'''
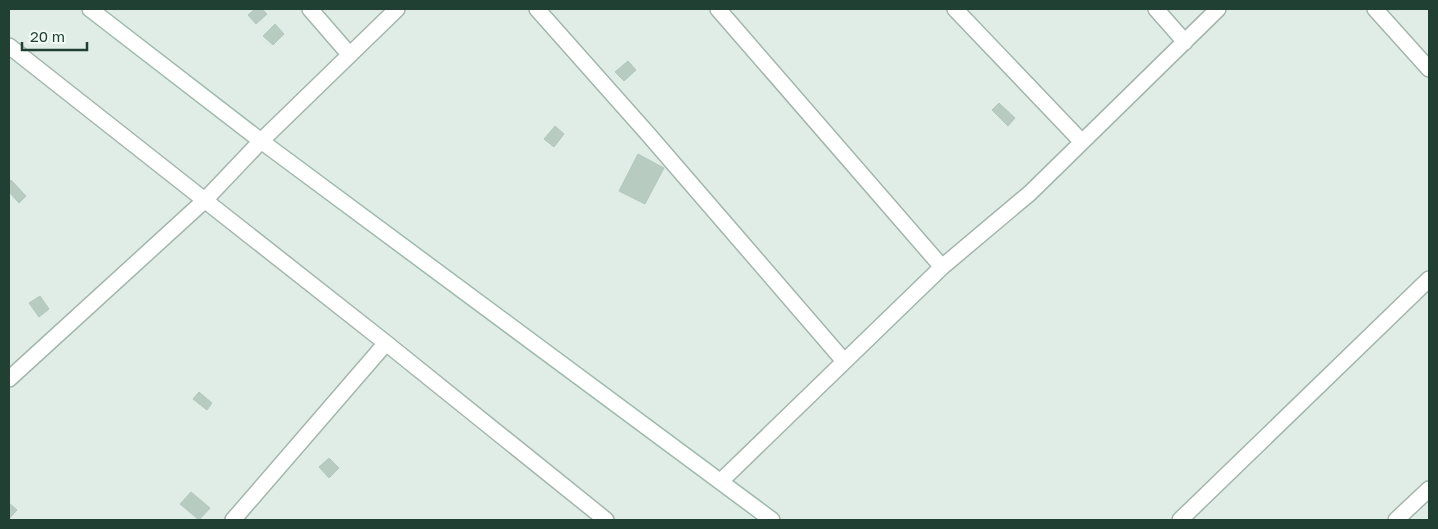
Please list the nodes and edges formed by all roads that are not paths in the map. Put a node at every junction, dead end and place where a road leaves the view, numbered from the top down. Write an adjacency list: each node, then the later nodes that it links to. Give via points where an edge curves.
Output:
1 (90, 9): 14 (street)
2 (310, 9): 12 (street)
3 (397, 9): 12 (street)
4 (537, 9): 20 (street)
5 (718, 9): 17 (street)
6 (955, 9): 15 (street)
7 (1156, 9): 10 (street)
8 (1218, 9): 10 (street)
9 (1375, 9): 13 (street)
10 (1184, 42): 15 (street)
11 (9, 46): 16 (street)
12 (349, 54): 14 (street)
13 (1429, 69)
14 (261, 141): 16 (street); 22 (street)
15 (1082, 142): 17 (street, via 1030,193)
16 (204, 201): 19 (street); 21 (street)
17 (942, 267): 20 (street)
18 (1429, 280): 27 (street)
19 (386, 343): 24 (street); 25 (street)
20 (844, 361): 22 (street)
21 (9, 379)
22 (721, 481): 26 (street)
23 (1429, 489): 28 (street)
24 (233, 520)
25 (606, 520)
26 (771, 520)
27 (1180, 520)
28 (1396, 520)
'''
[Task description]
Retype the records exactly. Any image in them should not appear in what you write.

[Written reply]
Please list the nodes and edges formed by all roads that are not paths in the map. Put a node at every junction, dead end and place where a road leaves the view, numbered from the top down. Write an adjacency list: each node, then the later nodes that it links to. Give via points where an edge curves.
Output:
1 (90, 9): 14 (street)
2 (310, 9): 12 (street)
3 (397, 9): 12 (street)
4 (537, 9): 20 (street)
5 (718, 9): 17 (street)
6 (955, 9): 15 (street)
7 (1156, 9): 10 (street)
8 (1218, 9): 10 (street)
9 (1375, 9): 13 (street)
10 (1184, 42): 15 (street)
11 (9, 46): 16 (street)
12 (349, 54): 14 (street)
13 (1429, 69)
14 (261, 141): 16 (street); 22 (street)
15 (1082, 142): 17 (street, via 1030,193)
16 (204, 201): 19 (street); 21 (street)
17 (942, 267): 20 (street)
18 (1429, 280): 27 (street)
19 (386, 343): 24 (street); 25 (street)
20 (844, 361): 22 (street)
21 (9, 379)
22 (721, 481): 26 (street)
23 (1429, 489): 28 (street)
24 (233, 520)
25 (606, 520)
26 (771, 520)
27 (1180, 520)
28 (1396, 520)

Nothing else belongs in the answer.